- DATASET EXTRACT -
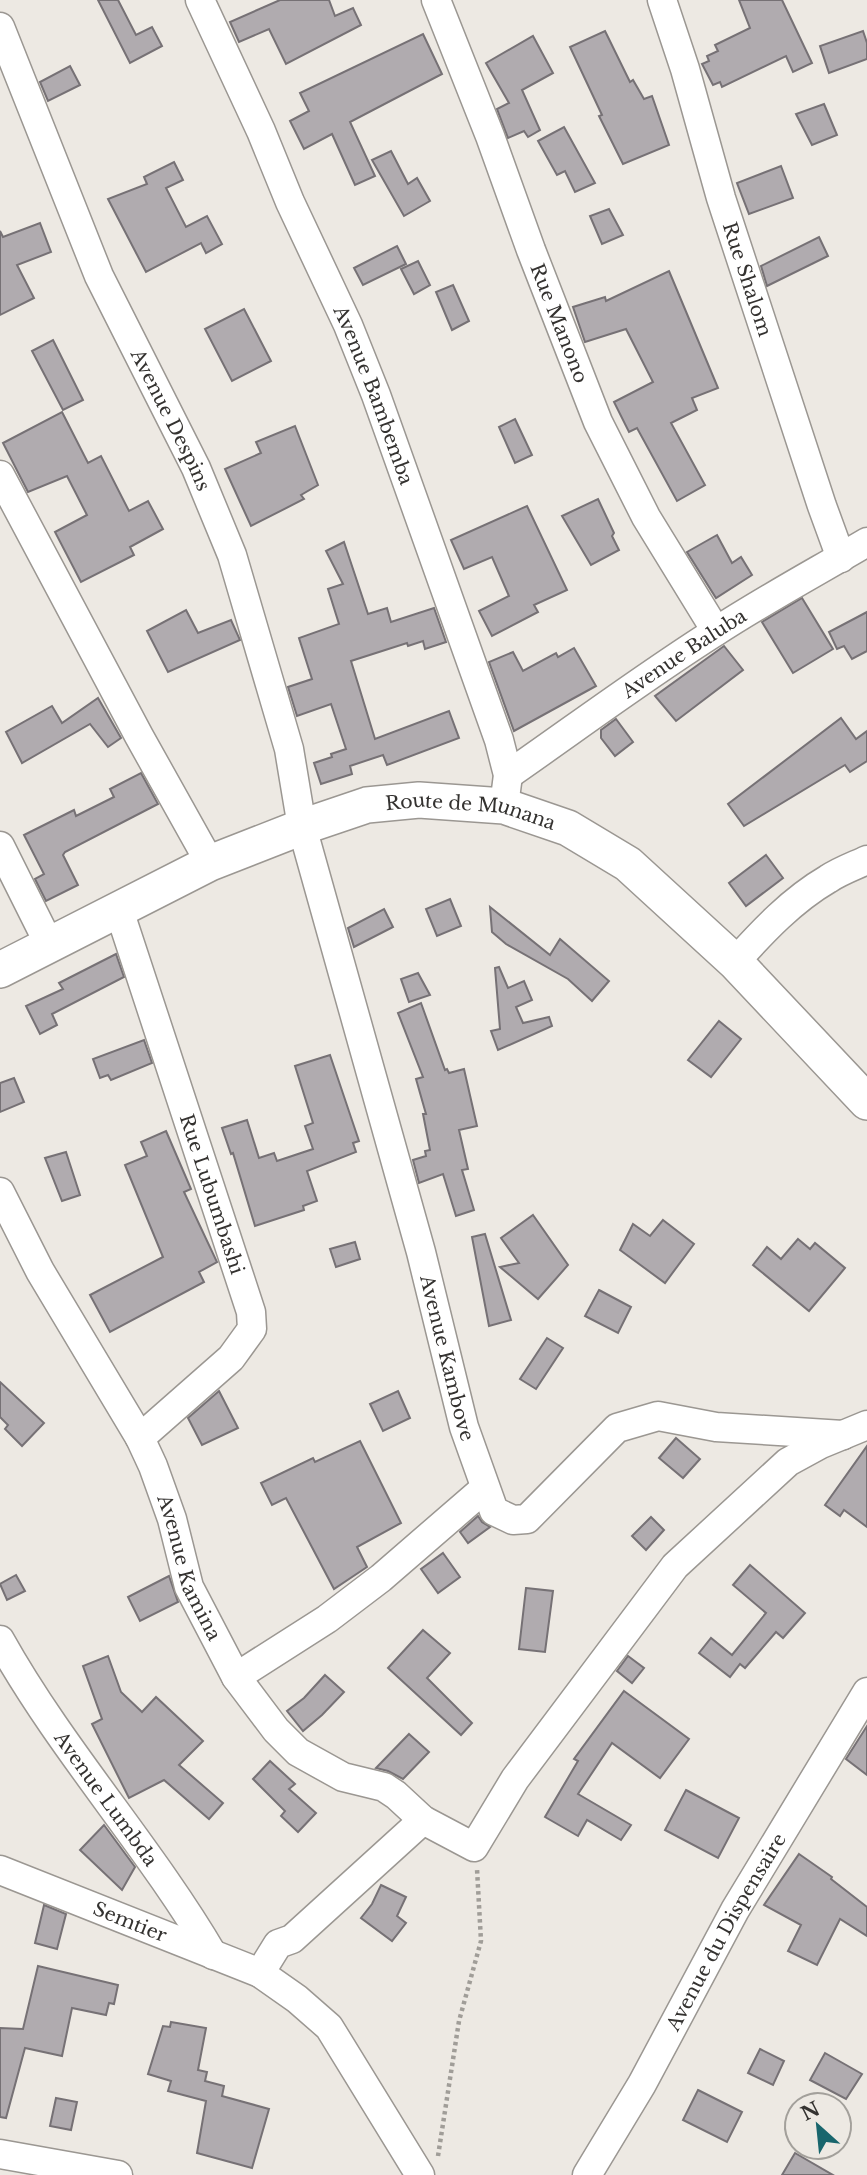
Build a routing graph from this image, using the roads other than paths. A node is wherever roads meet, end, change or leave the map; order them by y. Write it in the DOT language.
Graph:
graph roads {
  1 [pos="200,0"];
  2 [pos="436,0"];
  3 [pos="662,0"];
  4 [pos="0,27"];
  5 [pos="0,475"];
  6 [pos="867,542"];
  7 [pos="841,558"];
  8 [pos="716,631"];
  9 [pos="506,790"];
  10 [pos="302,827"];
  11 [pos="0,846"];
  12 [pos="867,860"];
  13 [pos="210,863"];
  14 [pos="119,911"];
  15 [pos="50,946"];
  16 [pos="735,962"];
  17 [pos="0,970"];
  18 [pos="867,1102"];
  19 [pos="0,1192"];
  20 [pos="855,1430"];
  21 [pos="140,1437"];
  22 [pos="485,1488"];
  23 [pos="0,1640"];
  24 [pos="236,1677"];
  25 [pos="867,1692"];
  26 [pos="423,1820"];
  27 [pos="0,1870"];
  28 [pos="213,1955"];
  29 [pos="260,1973"];
  30 [pos="0,2154"];
  31 [pos="428,2169"];
  32 [pos="118,2175"];
  33 [pos="587,2175"];
  1 -- 9 [label="street, Avenue Bambemba"];
  2 -- 8 [label="street, Rue Manono"];
  3 -- 7 [label="street, Rue Shalom"];
  4 -- 10 [label="street, Avenue Despins"];
  5 -- 13 [label="street"];
  6 -- 7 [label="street, Avenue Baluba"];
  7 -- 8 [label="street, Avenue Baluba"];
  8 -- 9 [label="street, Avenue Baluba"];
  9 -- 10 [label="main road, Route de Munana"];
  9 -- 16 [label="main road, Route de Munana"];
  10 -- 13 [label="main road, Route de Munana"];
  10 -- 22 [label="street, Avenue Kambove"];
  11 -- 15 [label="street"];
  12 -- 16 [label="street"];
  13 -- 14 [label="main road, Route de Munana"];
  14 -- 15 [label="main road, Route de Munana"];
  14 -- 21 [label="street, Rue Lubumbashi"];
  15 -- 17 [label="main road, Route de Munana"];
  16 -- 18 [label="main road, Route de Munana"];
  19 -- 21 [label="street, Avenue Kamina"];
  20 -- 22 [label="street, Avenue Kambove"];
  20 -- 26 [label="street, Avenue Kamina"];
  21 -- 24 [label="street, Avenue Kamina"];
  22 -- 24 [label="street"];
  23 -- 28 [label="street, Avenue Lumbda"];
  24 -- 26 [label="street, Avenue Kamina"];
  25 -- 33 [label="street, Avenue du Dispensaire"];
  26 -- 29 [label="street"];
  27 -- 28 [label="street, Semtier"];
  28 -- 29 [label="street, Semtier"];
  29 -- 31 [label="street, Semtier"];
  30 -- 32 [label="street"];
}
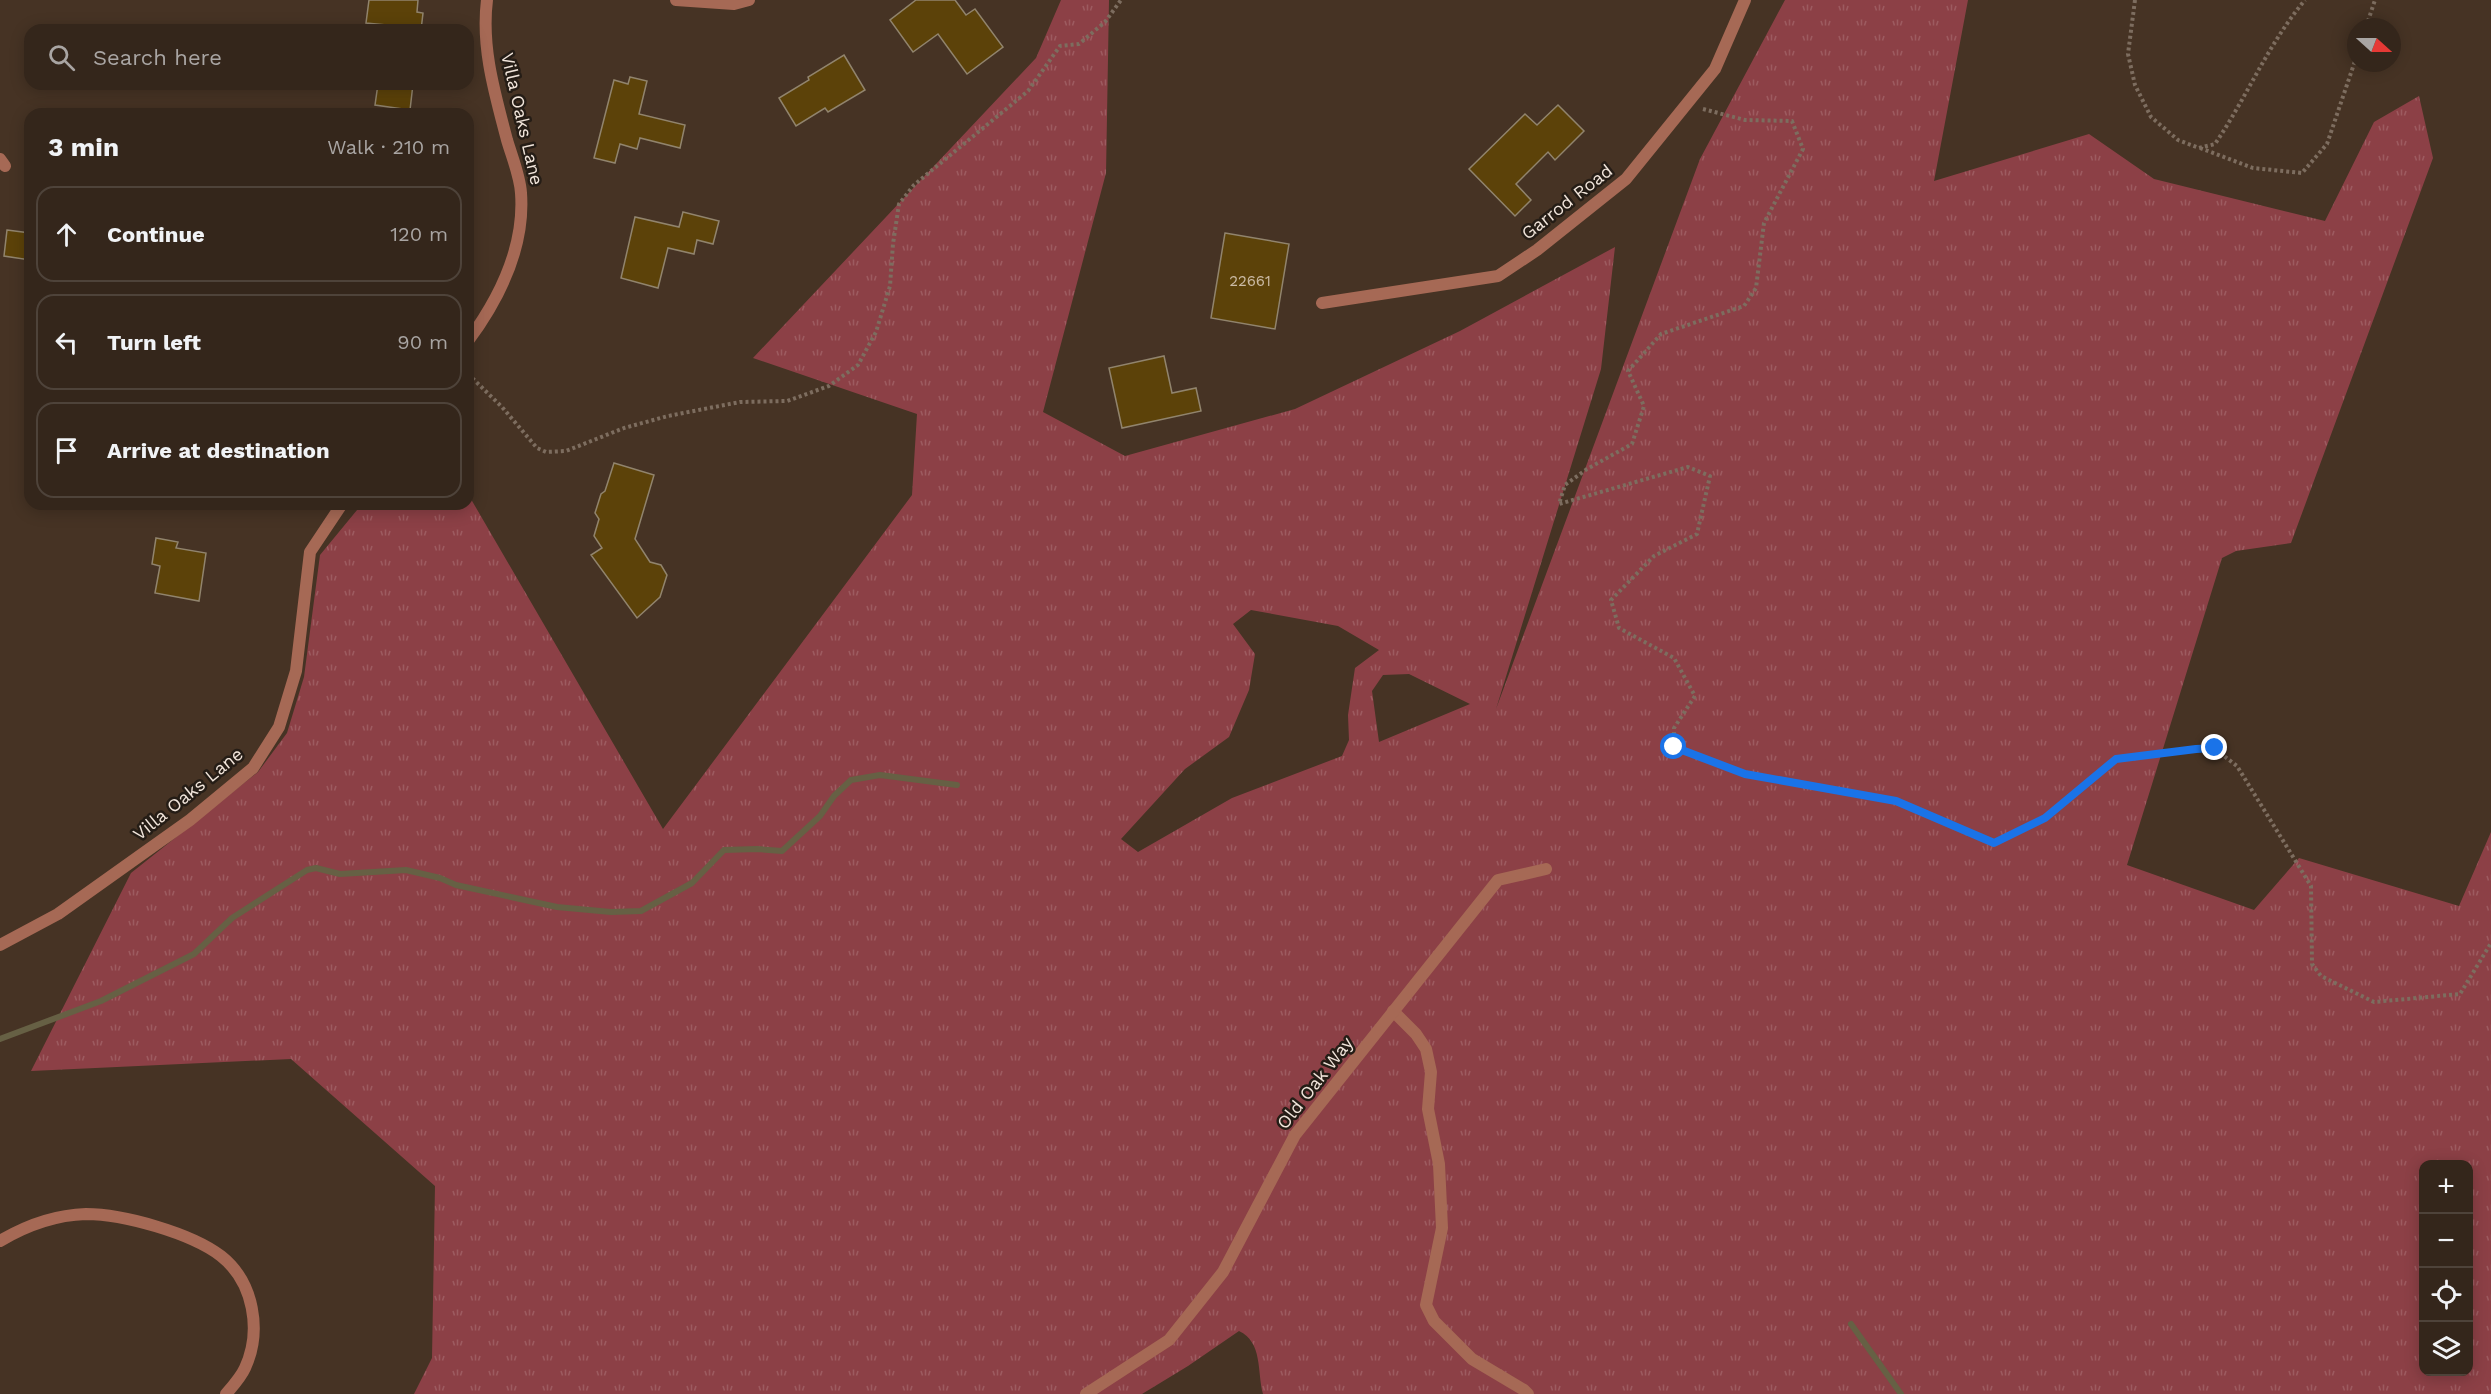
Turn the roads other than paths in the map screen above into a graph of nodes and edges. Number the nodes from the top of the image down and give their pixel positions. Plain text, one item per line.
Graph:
1 (487, 0) edge
2 (676, 0) edge
3 (749, 0) edge
4 (1745, 0) edge
5 (1322, 303) dead end
6 (474, 333) edge
7 (338, 510) edge
8 (1546, 869) dead end
9 (0, 945) edge
10 (1394, 1011) junction
11 (0, 1241) edge
12 (226, 1394) edge
13 (1086, 1394) edge
14 (1528, 1394) edge

1 - 6 street, Villa Oaks Lane
2 - 3 street
4 - 5 street, Garrod Road
7 - 9 street, Villa Oaks Lane
8 - 10 street, Old Oak Way
10 - 13 street, Old Oak Way
10 - 14 street
11 - 12 street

- EXERCISE REQUIREMENTS -
Return each line of the entries that holds the string "dead".

- ANSWER SECTION -
5 (1322, 303) dead end
8 (1546, 869) dead end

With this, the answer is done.